Average lifespan implies that anyone surviving infancy had a reasonable shot at dying of plague at the age of 99, like Titian.
RT

----- Original Message ----- From: "Daniel Winheld" <dwinh...@comcast.net>
To: <lute@cs.dartmouth.edu>
Sent: Sunday, December 20, 2009 1:55 PM
Subject: [LUTE] Re: another day at the office


And considering the average lifespan, it's a miracle that as much
culture and civilization as there was seems to have prevailed.
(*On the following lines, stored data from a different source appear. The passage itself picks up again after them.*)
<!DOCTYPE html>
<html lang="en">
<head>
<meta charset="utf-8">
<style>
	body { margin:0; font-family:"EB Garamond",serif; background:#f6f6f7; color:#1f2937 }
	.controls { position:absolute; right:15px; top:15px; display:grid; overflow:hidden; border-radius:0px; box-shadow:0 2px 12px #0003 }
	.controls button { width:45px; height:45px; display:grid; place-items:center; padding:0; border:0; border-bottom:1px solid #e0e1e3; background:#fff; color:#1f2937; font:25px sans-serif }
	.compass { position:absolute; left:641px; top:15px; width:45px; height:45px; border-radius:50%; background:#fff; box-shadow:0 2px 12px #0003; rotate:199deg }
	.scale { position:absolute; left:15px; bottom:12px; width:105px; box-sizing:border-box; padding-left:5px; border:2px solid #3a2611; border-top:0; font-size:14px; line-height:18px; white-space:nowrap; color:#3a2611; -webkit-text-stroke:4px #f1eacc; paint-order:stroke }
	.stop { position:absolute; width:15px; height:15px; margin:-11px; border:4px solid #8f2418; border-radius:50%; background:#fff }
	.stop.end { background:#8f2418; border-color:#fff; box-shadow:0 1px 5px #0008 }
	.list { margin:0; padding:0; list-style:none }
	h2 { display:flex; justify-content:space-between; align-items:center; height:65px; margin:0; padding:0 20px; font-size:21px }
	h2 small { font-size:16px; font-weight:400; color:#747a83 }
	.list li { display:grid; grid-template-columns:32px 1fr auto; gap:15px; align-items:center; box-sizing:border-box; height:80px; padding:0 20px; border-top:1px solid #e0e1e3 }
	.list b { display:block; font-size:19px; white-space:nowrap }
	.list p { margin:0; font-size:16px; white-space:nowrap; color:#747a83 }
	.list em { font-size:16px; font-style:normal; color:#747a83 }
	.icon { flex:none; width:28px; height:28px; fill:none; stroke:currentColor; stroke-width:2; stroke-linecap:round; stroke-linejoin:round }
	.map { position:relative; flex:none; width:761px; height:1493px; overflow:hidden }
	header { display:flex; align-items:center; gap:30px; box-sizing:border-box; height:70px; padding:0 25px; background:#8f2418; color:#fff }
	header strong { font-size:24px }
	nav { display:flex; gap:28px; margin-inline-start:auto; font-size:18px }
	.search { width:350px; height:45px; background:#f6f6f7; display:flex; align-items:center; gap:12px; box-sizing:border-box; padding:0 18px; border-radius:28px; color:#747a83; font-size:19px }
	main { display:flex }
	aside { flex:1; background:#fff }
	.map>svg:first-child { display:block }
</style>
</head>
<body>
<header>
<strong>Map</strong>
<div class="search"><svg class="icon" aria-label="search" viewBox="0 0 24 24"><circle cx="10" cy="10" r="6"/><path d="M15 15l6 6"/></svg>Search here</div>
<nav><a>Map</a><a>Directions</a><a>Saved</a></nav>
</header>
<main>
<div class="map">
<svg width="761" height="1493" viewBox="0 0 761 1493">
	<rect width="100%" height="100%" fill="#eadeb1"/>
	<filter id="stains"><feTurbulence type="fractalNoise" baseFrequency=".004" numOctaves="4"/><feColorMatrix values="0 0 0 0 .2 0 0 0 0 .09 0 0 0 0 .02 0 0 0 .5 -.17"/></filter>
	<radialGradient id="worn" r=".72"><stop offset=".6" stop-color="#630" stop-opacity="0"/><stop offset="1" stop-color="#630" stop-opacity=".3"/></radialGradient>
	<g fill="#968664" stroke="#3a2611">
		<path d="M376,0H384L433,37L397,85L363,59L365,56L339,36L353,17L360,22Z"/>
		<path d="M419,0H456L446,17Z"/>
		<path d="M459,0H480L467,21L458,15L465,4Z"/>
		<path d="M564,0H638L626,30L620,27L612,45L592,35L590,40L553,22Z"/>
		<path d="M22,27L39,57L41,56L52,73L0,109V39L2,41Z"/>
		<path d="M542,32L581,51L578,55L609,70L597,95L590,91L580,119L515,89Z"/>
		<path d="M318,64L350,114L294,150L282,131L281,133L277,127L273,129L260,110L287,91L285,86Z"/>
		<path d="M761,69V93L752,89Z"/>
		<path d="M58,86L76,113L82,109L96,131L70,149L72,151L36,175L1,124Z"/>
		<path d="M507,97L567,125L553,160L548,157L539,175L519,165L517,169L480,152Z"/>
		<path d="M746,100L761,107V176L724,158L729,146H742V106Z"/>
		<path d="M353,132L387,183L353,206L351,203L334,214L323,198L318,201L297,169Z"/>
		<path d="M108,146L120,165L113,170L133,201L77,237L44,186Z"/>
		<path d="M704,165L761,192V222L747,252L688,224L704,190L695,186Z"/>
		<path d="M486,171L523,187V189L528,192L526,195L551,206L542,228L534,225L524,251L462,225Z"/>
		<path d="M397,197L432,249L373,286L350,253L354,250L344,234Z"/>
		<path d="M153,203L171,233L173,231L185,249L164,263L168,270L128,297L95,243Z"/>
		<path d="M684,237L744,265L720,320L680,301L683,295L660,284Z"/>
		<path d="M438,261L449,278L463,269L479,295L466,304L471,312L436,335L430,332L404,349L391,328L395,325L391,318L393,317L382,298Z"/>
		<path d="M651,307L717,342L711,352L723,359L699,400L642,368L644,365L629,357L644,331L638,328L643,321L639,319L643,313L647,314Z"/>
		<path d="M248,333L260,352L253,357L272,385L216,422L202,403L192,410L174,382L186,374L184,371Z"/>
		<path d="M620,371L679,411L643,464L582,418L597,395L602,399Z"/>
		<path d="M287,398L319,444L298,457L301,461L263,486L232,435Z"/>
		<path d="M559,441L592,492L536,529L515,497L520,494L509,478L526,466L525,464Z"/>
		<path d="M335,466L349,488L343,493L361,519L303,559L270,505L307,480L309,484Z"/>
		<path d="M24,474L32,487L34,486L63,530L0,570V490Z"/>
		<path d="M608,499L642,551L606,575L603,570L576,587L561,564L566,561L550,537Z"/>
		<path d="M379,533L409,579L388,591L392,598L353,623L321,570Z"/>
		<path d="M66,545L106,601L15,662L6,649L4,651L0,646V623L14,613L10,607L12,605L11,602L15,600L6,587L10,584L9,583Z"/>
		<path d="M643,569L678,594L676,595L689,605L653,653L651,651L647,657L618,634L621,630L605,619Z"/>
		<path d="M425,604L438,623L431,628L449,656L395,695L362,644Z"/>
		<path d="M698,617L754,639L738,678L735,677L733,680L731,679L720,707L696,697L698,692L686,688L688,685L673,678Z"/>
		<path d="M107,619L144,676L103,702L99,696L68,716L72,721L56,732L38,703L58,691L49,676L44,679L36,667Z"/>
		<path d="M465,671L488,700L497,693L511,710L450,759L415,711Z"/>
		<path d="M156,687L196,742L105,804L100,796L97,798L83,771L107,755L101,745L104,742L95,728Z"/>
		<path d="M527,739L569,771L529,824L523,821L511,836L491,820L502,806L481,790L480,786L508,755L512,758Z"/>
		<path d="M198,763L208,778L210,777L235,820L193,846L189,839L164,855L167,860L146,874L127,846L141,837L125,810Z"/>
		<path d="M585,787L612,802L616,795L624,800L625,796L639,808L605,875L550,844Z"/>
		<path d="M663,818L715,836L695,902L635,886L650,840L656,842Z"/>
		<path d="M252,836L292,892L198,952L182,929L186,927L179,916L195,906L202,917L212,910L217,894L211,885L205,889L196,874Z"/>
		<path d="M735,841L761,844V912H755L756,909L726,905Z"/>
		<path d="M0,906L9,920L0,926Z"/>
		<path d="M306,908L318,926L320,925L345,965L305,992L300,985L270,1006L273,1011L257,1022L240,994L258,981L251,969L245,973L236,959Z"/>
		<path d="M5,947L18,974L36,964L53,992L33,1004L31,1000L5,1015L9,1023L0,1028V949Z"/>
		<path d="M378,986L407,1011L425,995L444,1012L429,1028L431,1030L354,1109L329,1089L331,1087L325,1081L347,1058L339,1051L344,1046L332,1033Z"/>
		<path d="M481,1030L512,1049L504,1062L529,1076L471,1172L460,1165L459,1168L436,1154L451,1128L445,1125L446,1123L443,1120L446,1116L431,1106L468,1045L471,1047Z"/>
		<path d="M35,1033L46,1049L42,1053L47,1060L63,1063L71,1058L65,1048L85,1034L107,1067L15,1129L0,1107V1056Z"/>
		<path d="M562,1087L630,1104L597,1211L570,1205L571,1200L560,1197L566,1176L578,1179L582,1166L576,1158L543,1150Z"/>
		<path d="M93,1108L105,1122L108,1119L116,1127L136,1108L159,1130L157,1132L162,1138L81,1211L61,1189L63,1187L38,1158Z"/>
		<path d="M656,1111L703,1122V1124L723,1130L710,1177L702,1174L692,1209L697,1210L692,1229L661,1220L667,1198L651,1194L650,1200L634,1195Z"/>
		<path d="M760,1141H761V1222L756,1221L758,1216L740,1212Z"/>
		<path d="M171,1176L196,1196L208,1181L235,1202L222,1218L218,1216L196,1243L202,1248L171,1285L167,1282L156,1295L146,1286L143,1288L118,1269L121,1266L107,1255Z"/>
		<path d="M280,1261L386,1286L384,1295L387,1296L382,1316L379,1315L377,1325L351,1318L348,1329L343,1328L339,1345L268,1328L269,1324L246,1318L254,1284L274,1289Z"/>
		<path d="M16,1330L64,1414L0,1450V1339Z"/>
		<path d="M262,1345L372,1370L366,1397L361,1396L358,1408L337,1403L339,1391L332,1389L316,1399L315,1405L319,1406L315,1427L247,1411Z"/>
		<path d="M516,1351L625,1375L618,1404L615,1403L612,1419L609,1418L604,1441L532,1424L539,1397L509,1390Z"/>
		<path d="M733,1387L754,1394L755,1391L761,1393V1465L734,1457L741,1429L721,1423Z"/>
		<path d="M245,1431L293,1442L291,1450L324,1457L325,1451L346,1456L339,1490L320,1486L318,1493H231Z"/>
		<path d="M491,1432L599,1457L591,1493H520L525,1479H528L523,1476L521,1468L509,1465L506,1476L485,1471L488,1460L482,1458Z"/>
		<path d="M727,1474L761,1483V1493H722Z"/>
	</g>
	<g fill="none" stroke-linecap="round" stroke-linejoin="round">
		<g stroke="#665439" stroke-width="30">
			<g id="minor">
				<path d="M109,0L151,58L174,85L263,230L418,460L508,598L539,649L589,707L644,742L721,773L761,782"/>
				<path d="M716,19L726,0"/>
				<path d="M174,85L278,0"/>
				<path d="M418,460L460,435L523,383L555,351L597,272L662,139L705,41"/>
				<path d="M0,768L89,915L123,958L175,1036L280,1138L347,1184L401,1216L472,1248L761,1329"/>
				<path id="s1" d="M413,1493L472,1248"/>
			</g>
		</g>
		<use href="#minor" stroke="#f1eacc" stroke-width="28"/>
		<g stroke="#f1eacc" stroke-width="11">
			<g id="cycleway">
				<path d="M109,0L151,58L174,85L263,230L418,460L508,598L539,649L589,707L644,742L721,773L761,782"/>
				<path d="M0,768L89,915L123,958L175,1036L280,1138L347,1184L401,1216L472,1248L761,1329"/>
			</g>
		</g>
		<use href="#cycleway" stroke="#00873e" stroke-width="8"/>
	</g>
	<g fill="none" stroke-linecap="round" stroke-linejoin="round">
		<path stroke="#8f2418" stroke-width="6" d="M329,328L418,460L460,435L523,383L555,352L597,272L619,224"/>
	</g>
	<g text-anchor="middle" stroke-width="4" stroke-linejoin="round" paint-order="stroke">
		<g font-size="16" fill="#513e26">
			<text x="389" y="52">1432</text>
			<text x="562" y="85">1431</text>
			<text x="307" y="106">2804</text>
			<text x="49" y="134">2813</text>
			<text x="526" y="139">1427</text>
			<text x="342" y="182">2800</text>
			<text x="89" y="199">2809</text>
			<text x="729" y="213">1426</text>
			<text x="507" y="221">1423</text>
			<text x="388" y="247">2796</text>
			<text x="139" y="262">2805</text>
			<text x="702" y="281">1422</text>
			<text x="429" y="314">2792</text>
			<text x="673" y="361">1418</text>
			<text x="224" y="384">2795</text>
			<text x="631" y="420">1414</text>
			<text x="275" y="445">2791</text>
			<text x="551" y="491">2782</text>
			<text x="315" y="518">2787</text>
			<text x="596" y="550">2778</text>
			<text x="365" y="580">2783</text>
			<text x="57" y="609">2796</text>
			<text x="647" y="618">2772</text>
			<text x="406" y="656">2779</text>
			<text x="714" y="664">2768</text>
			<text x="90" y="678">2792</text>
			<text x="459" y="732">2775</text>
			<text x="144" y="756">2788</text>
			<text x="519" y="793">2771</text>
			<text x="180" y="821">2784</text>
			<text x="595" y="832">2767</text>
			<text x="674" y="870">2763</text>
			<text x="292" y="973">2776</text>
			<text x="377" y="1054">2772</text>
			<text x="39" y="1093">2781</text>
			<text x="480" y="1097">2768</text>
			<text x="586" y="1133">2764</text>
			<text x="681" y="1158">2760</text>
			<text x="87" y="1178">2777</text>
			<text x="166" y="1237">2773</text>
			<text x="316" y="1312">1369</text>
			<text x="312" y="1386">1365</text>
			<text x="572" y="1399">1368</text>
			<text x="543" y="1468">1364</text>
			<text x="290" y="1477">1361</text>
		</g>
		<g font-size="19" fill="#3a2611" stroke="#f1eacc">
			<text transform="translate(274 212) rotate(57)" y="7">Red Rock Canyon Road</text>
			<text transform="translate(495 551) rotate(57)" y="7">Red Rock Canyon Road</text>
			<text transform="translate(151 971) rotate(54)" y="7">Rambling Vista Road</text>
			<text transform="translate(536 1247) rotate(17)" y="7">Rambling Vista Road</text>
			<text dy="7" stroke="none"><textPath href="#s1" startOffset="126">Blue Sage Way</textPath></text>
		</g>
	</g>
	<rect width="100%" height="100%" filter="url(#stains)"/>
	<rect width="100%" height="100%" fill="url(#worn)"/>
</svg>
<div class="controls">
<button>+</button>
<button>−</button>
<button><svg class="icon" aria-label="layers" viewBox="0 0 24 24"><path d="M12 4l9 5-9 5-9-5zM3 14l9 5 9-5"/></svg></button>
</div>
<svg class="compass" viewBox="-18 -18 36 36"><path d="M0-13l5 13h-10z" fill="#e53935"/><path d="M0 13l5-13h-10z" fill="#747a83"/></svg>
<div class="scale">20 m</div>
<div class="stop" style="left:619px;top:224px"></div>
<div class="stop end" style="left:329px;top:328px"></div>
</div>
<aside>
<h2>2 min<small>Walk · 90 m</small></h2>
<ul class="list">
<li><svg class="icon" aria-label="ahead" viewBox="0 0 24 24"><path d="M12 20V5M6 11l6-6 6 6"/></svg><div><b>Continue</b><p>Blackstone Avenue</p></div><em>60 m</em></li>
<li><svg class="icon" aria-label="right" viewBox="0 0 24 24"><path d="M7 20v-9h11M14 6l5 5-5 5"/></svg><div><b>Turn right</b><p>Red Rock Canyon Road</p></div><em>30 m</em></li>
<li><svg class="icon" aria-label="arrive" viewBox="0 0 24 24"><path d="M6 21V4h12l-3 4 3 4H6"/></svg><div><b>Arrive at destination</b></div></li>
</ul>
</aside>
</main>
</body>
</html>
We are
wrestling with a heritage left to us by world of underage alcoholics.
This certainly explains a lot.

Dan

Actually there is evidence of the opposite.
Before coffee overtook Europe in 1648, people drank little water (as
unsafe), but mostly beer (beer soup as standard European breakfast).
So all Europeans were slightly inebriated in their waking hours.
Caffeine-induced sober stimulatedness was the revolution that begat
coffeehouse conversation, which in turm begat Kant and Hamann.
RT

Or evidence that anyone performed sober? Perhaps only on special occasions.

d



How about the proposition that "there was no church in Italy in the
first half of the17th century in which the singers all performed in
the nude?" Well.. who knows? But how likely is it?
Or evidence that anyone performed sober?